Virtual environments

Thin clients and virtual environments are great for improving the security of organisations that use them. This is because they lock down the environment, protecting users and the organisations that deploy them. The drawback here is that thin clients often don't have enough USB ports if any. An issue if you want to use software that won't function without a dongle. A dongle server could be used here so that users have a central location for dongles that is easily accessible regardless of location or client.

Another issue with virtualisation and cloud is that virtual servers don't always reside on the same physical server. Any application requiring a software licence dongle to be plugged into a physical port may not be running on that physical server as the virtual server it is running on could be on the move between any number of physical servers. To overcome this issue, the virtual server needs to be aware of where a dongle is located on the network and attach to it accordingly.

Breakages, thefts, and loses

While electronic components do occasionally fail, dongle breakages are most likely to occur because of physical damage. One of the most common causes of damage is where a dongle is plugged into a rear-panel computer port and then gets crushed against a wall. A short extender can overcome such problem but having a dongle out in the open can still present other issues.

Organisations can suffer from casual theft of dongles because they look like USB memory sticks. Then the thief will most likely throw the dongle away when they realise that it is not a flash drive.

Dongles, like any USB stick can be lost by a user. Having this replaced can take days as the software company has to send a replacement dongle. For the software vendor, this means cancelling licences associated with a lost dongle and setting up new licences for the replacement.

Using a dongle server

USB dongles can be made available over a network using a dongle server. Copy-protected software can be used as per normal but without the need to directly connect the licence dongle to a USB port of a computer.

A dongle in a dongle server works in the same way as one directly connected to a client, but over a point-to-point network connection. The licensing terms of the relevant software vendors are not circumvented at any time.

Ultimately, with the right tools and technologies, IT managers can meet both the expectations of users and the needs to simplify management and boost security.
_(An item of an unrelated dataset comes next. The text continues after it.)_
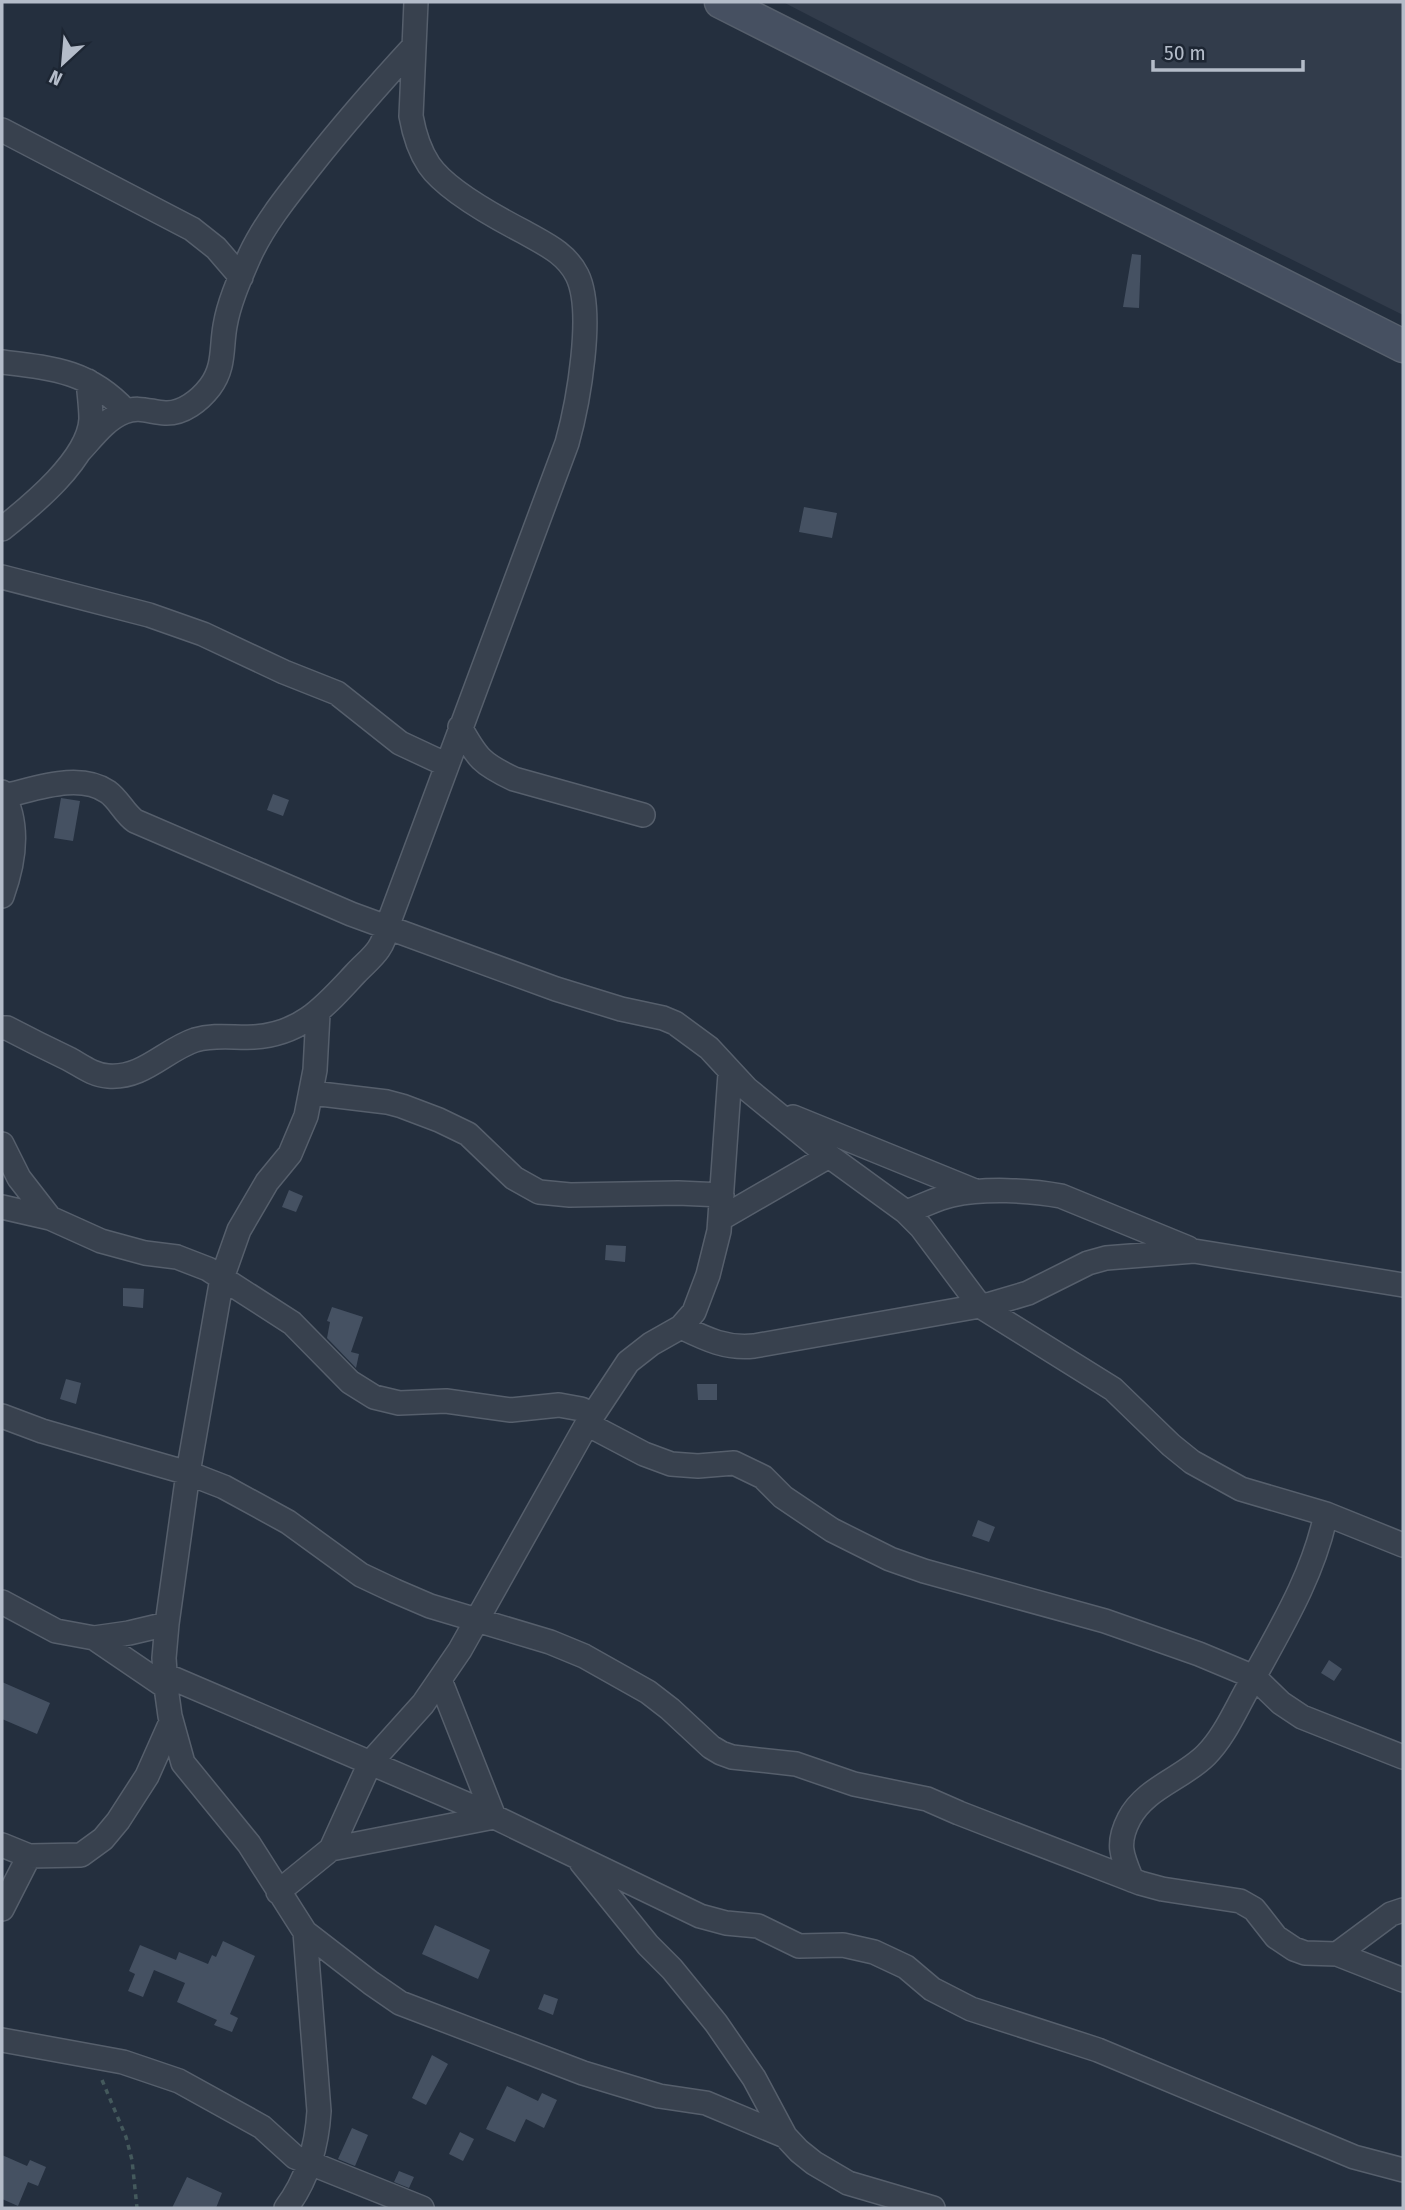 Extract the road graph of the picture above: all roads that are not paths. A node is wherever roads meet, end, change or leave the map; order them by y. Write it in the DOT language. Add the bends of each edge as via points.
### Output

Rene Millman is a technology journalist and former IT security analyst

About SEH

SEH is a manufacturer of high quality network solutions. With more than 30 years of experience in printing and networks, SEH possesses broad and profound solution skills in these areas for all types of business environments. These include:

  • primos, the universal, mobile printing solution from SEH
  • The most comprehensive print server portfolio for all types of networks and all types of printers, copiers, and scanners
  • Network print appliances for scalable and cost-efficient spooling solutions
  • myUTN USB device servers for accessing USB devices via the network

SEH develops and manufacture all products at its headquarters in Germany. Worldwide distribution is via its US and UK subsidiaries and an extensive network of partners, distributors, and resellers.

In development and sales, SEH closely co-operates with many leading printer manufacturers, including CITIZEN, EPSON, HP, KYOCERA DOCUMENT SOLUTIONS, PSi, ROLAND and ZEBRA.

The SEH UTN Manager software tool, which can be installed on either a computer running Windows or MacOS, gives users quick and easy to the right dongle as if it was connected directly to the computer.

For more information, please visit SEH's website here.

Rene Millman

Rene Millman is a freelance writer and broadcaster who covers cybersecurity, AI, IoT, and the cloud. He also works as a contributing analyst at GigaOm and has previously worked as an analyst for Gartner covering the infrastructure market. He has made numerous television appearances to give his views and expertise on technology trends and companies that affect and shape our lives. You can follow Rene Millman on Twitter.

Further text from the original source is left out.